«J'aime la vérité. Je crois que l'humanité en a besoin ; mais elle a bien plus grand besoin encore du mensonge qui la flatte, la console, lui donne des espérances infinies. Sans le mensonge, elle périrait de désespoir et d'ennui.»
Anatole France.
C’est avec stupeur que j’ai appris, lors de la conférence de presse organisée à Dakar par Me El’hadji Diouf et compagnie -mandatés pour défendre les officiels sénégalais-, que les avocats ont osé dire que Mame Madior et Youba Sambou avaient été totalement «blanchis» par la Cour de Cassation. Ayant couvert cette affaire pour le compte de l’Observateur, et étant foncièrement opposé au mensonge et à l’injustice, il est de mon devoir d’apporter ces précisons suivantes. Il n’y avait jamais, lors de l’audience du 5 janvier 2010, été question de juger de la culpabilité ou non de Mame Madior Boye et de Youba Sambou dans le naufrage du Joola. Lors de cette audience, le tribunal s’était penché sur le pourvoi introduit par les Conseils des parties civiles contre la décision de la 3e section de la cour d’Appel de Paris qui avait –le 16 juin 2009- décidé d’annuler les mandats d’arrêts internationaux décernés par M. Jean Wilfried Noël, ex-juge d’Instruction au Tribunal de Grande Instance d’Evry, à l’encontre de l’ex-pm et de son ministre des Forces armées. Aussi, le tribunal devait étudier la demande des avocats sénégalais d’annuler les 7 autres mandats que cette même cour d’Appel avait maintenus à l’encontre des «seconds couteaux».

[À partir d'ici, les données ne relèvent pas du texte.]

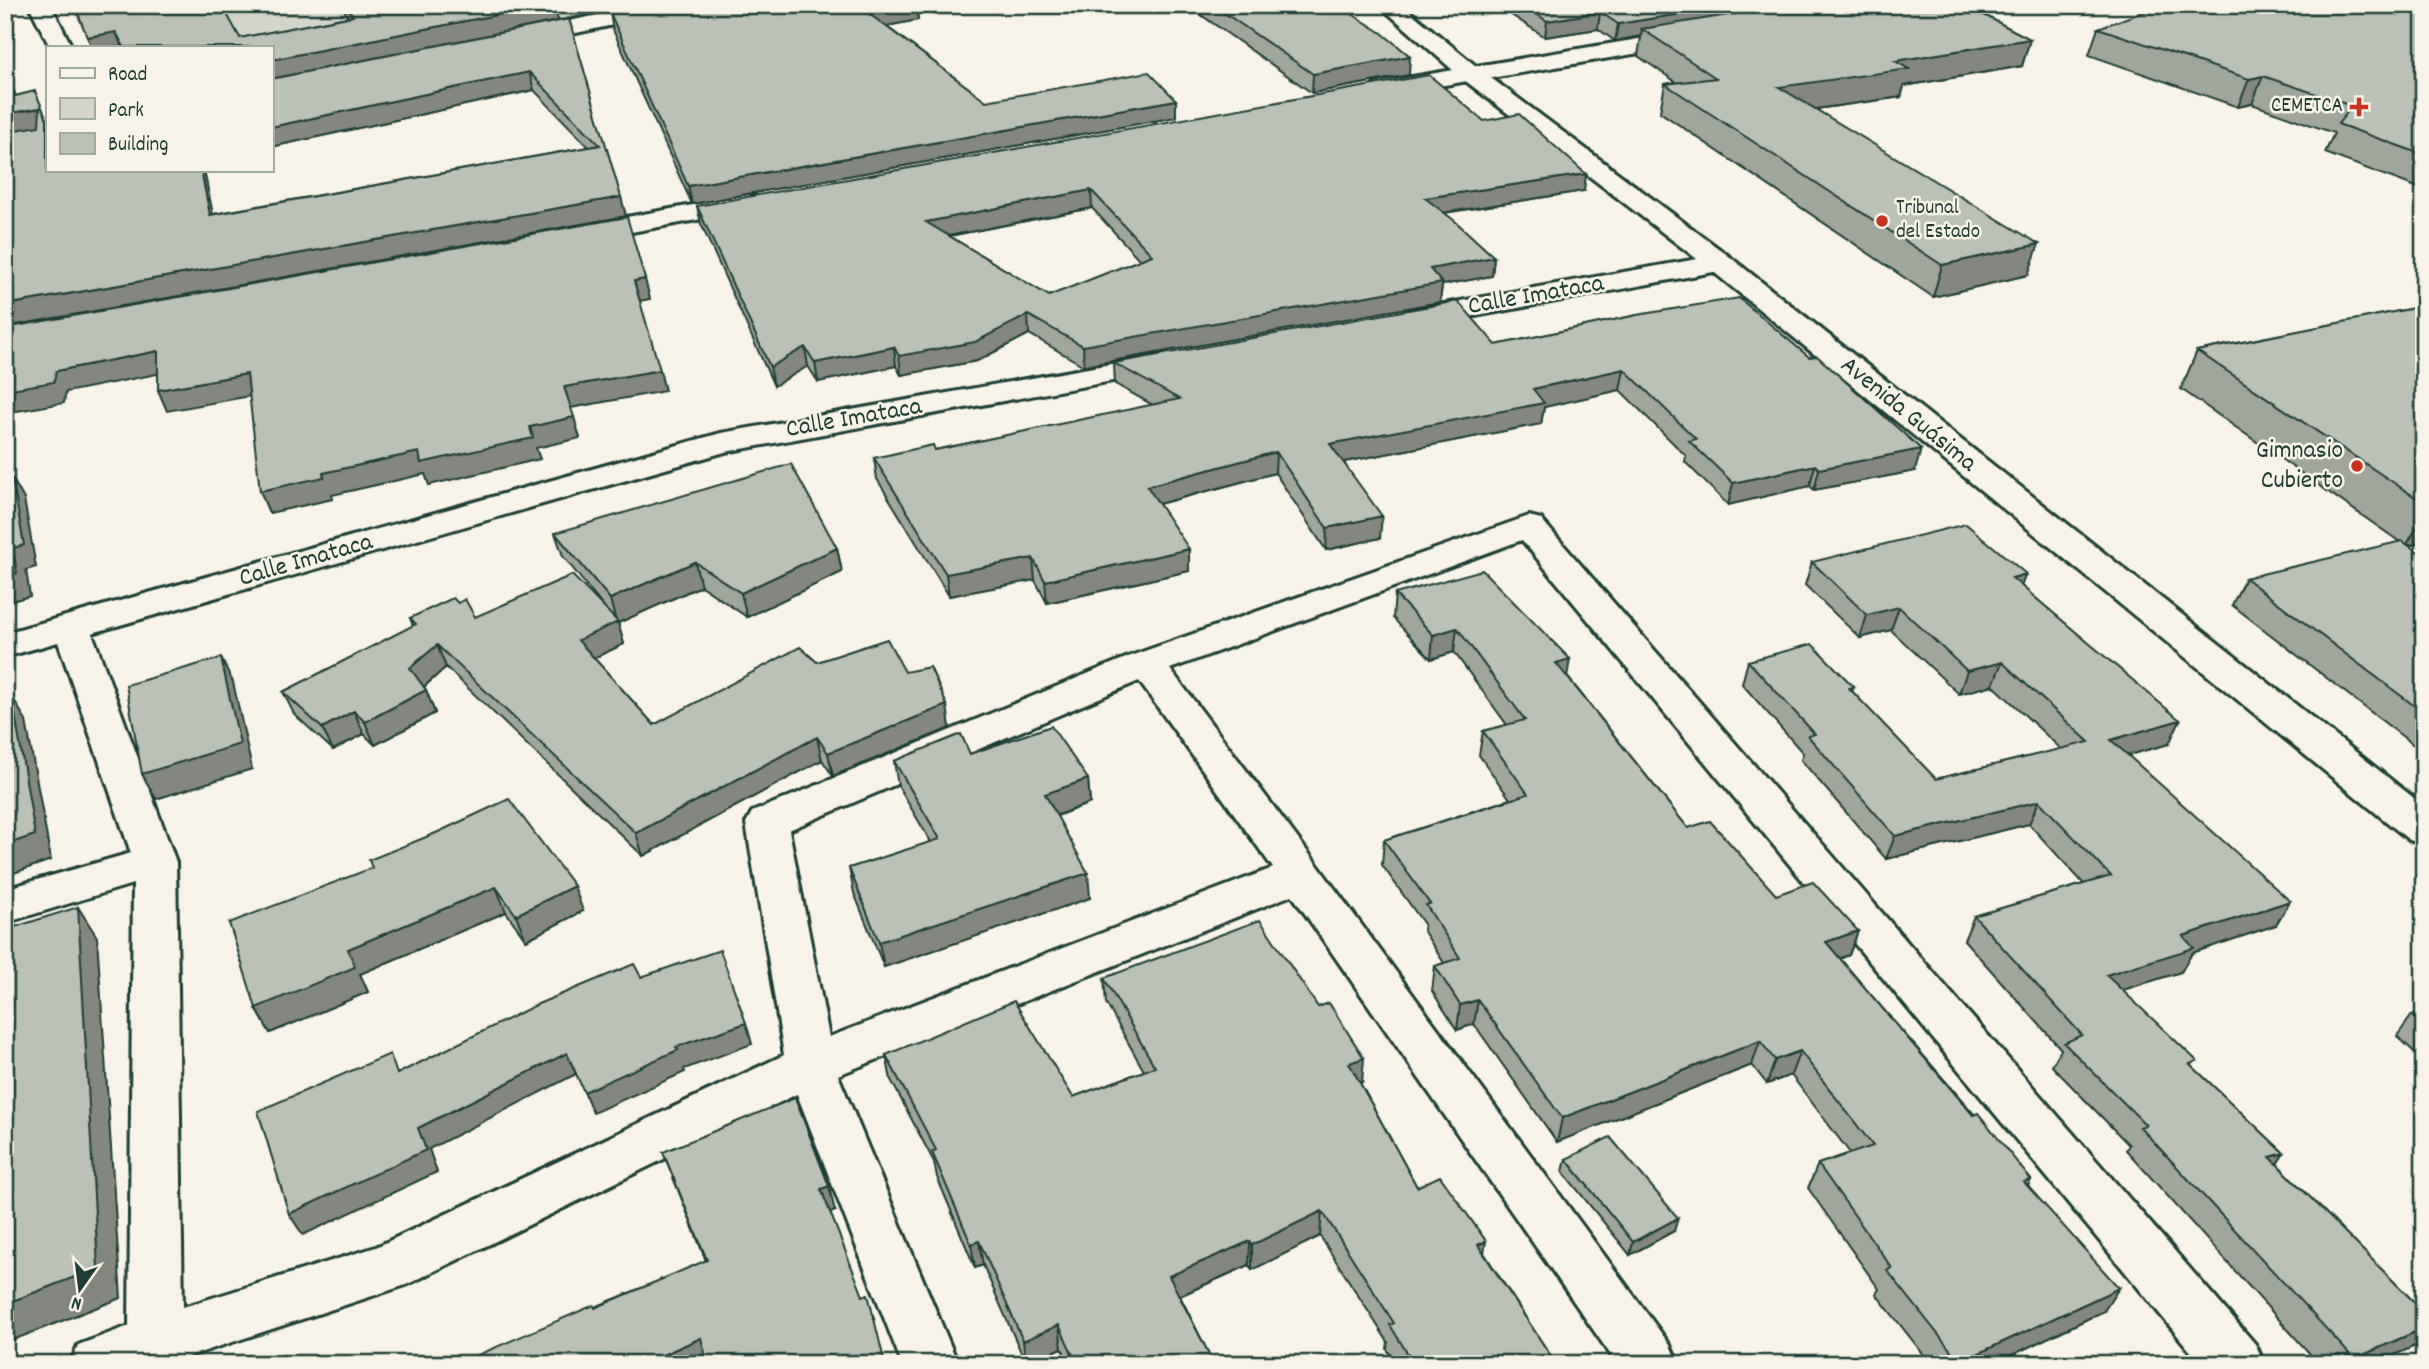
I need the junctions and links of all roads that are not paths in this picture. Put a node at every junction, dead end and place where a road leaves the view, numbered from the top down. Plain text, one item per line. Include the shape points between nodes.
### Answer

Puisque la cour de Cassation est la plus haute juridiction en France, sa décision concernant Mame Madior Boye et Youba Sambou est définitive. Ces deux là ne seront plus menacés par la justice française. Comme pour eux, l’arrêt concernant Youssoupha Sakho et compagnie est irrévocable. Aucune juridiction, en France, n’est habilitée à entendre des avocats plaider leur cause ici; si n’est que lorsqu’ils seront incarcérés. Dès qu’ils mettront le bout du nez, hors du Sénégal, ils seront cueillis et conduits pieds et mains liés en France. Leur tenir tout autre langage que : «déchirez vos passeports et n’allez en vacances qu’au Sénégal» est un leurre. C’est fini, aucun avocat fut-il un «génie du show» de la trempe de Me El’hadji Diouf ne peut plus rien faire pour eux dans cette affaire.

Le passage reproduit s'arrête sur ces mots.